Key Points
- Use the highest‑yield diagnostic test early; do not let testing delay time‑critical therapy.
- Set objective targets and reassess frequently.
- Plan definitive source control or disease‑specific therapy when indicated; document follow‑up and patient education.
Algorithm
- Perform paracentesis before antibiotics when safe; diagnose with PMN ≥250.
- Start cefotaxime/ceftriaxone and albumin; manage complications; stop diuretics if AKI.
- Plan secondary prophylaxis; evaluate for transplant; vaccination and counseling.
Clinical Synopsis & Reasoning
In any cirrhotic with ascites and abdominal pain or encephalopathy, perform diagnostic paracentesis; PMN ≥250 cells/mm³ confirms SBP. Start cefotaxime or ceftriaxone promptly and give albumin on day 1 and 3 to prevent renal failure; begin long-term prophylaxis after recovery when indicated.

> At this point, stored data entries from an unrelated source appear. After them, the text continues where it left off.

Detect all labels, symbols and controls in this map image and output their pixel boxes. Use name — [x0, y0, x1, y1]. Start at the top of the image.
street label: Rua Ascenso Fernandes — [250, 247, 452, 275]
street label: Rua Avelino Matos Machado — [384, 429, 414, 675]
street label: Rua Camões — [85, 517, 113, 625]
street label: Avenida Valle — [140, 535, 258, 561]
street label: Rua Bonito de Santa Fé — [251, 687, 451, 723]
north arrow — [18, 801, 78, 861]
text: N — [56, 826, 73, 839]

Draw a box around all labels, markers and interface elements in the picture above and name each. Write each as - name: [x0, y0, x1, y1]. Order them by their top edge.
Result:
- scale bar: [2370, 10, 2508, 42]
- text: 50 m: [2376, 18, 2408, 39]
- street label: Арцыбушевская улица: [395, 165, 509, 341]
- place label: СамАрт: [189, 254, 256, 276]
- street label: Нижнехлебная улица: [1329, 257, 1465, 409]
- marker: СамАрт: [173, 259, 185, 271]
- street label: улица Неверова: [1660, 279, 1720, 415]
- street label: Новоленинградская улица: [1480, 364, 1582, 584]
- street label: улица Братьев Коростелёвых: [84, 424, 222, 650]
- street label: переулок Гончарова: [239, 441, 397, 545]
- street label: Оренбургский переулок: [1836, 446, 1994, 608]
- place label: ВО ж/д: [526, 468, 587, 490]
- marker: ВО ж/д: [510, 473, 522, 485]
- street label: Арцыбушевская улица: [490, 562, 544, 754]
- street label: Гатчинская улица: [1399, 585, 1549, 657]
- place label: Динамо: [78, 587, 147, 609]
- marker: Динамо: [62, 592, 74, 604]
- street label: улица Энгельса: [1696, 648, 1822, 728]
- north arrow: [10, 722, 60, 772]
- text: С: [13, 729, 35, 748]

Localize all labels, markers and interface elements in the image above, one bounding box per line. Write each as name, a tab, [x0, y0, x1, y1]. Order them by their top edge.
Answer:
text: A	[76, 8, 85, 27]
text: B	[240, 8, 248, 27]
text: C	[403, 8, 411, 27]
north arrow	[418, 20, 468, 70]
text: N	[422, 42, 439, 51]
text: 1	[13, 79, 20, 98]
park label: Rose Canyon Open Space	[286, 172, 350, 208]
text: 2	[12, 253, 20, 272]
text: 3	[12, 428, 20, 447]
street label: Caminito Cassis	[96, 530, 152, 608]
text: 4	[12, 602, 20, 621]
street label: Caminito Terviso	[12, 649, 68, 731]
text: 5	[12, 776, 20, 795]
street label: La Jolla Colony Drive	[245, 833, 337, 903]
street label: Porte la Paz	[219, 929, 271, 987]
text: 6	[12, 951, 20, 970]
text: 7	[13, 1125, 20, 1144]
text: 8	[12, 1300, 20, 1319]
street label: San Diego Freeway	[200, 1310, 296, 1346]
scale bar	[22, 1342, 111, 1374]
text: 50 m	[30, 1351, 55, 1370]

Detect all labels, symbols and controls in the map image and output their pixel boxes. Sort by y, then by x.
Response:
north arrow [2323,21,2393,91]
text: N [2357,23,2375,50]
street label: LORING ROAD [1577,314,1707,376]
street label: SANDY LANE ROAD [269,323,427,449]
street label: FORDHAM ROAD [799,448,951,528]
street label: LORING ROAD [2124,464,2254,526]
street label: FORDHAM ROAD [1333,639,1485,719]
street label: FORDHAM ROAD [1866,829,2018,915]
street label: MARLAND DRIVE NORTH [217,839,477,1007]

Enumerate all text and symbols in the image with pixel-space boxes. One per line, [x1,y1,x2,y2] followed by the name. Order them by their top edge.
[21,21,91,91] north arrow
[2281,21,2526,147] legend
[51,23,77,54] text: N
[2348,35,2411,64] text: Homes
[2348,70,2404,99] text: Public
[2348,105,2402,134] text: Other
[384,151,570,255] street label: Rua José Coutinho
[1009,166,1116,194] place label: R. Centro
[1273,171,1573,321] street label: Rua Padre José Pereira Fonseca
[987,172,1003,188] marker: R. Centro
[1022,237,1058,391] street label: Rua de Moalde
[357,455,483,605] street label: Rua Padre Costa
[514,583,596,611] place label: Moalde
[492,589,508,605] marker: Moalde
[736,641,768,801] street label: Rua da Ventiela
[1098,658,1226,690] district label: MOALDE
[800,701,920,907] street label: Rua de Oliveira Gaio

Treatment Strategy & Disposition
Stabilize ABCs. Initiate guideline‑concordant first‑line therapy with precise dosing and continuous monitoring. Escalate to advanced/procedural interventions based on explicit failure criteria. Define ICU, step‑down, and ward disposition triggers; involve specialty teams early.
Epidemiology / Risk Factors
- Risk varies by comorbidity and precipitants; see citations for condition‑specific data.
Investigations
| Test | Role / Rationale | Typical Findings | Notes |
|---|---|---|---|
| Ascitic fluid cell count, albumin, culture in blood culture bottles | Diagnosis | PMN ≥250, SAAG, organism ID | Essential first step |
| Renal function and bilirubin | Prognosis | AKI risk guides albumin dosing | — |
| Ultrasound for ascites and complications | Adjunct | Guide tap and r/o loculations | — |
High-Risk & Disposition Triggers
| Trigger | Why it matters | Action |
|---|---|---|
| Sepsis, hypotension, or AKI | High mortality | ICU; albumin for renal protection |
| SBP recurrence or MDR organisms | Treatment failure risk | ID consult; adjust antibiotics |
| GI bleeding | Infection risk ↑ | Prophylactic antibiotics |
| Severe hyponatremia/hepatic encephalopathy | Decompensation | Close monitoring |
| Transplant candidate | Prognosis | Notify transplant team |
Pharmacology
| Medication/Intervention | Mechanism | Onset | Role in Therapy | Limitations |
|---|---|---|---|---|
| Cefotaxime 2 g IV q8h or Ceftriaxone 2 g IV daily | Antibiotics | Hours | First-line empiric therapy | Adjust to culture |
| Albumin 1.5 g/kg day 1 + 1.0 g/kg day 3 | Renal protection | Days | Prevents HRS/AKI | Dose by weight |
| Norfloxacin/TMP‑SMX for secondary prophylaxis | Prevention | Days | Reduce recurrence | Avoid with resistance issues |
Prognosis / Complications
- Outcome depends on timeliness of diagnosis and definitive therapy; monitor for complications.
Patient Education / Counseling
- Provide red‑flag education, adherence guidance, and explicit return precautions; arrange timely specialty follow‑up.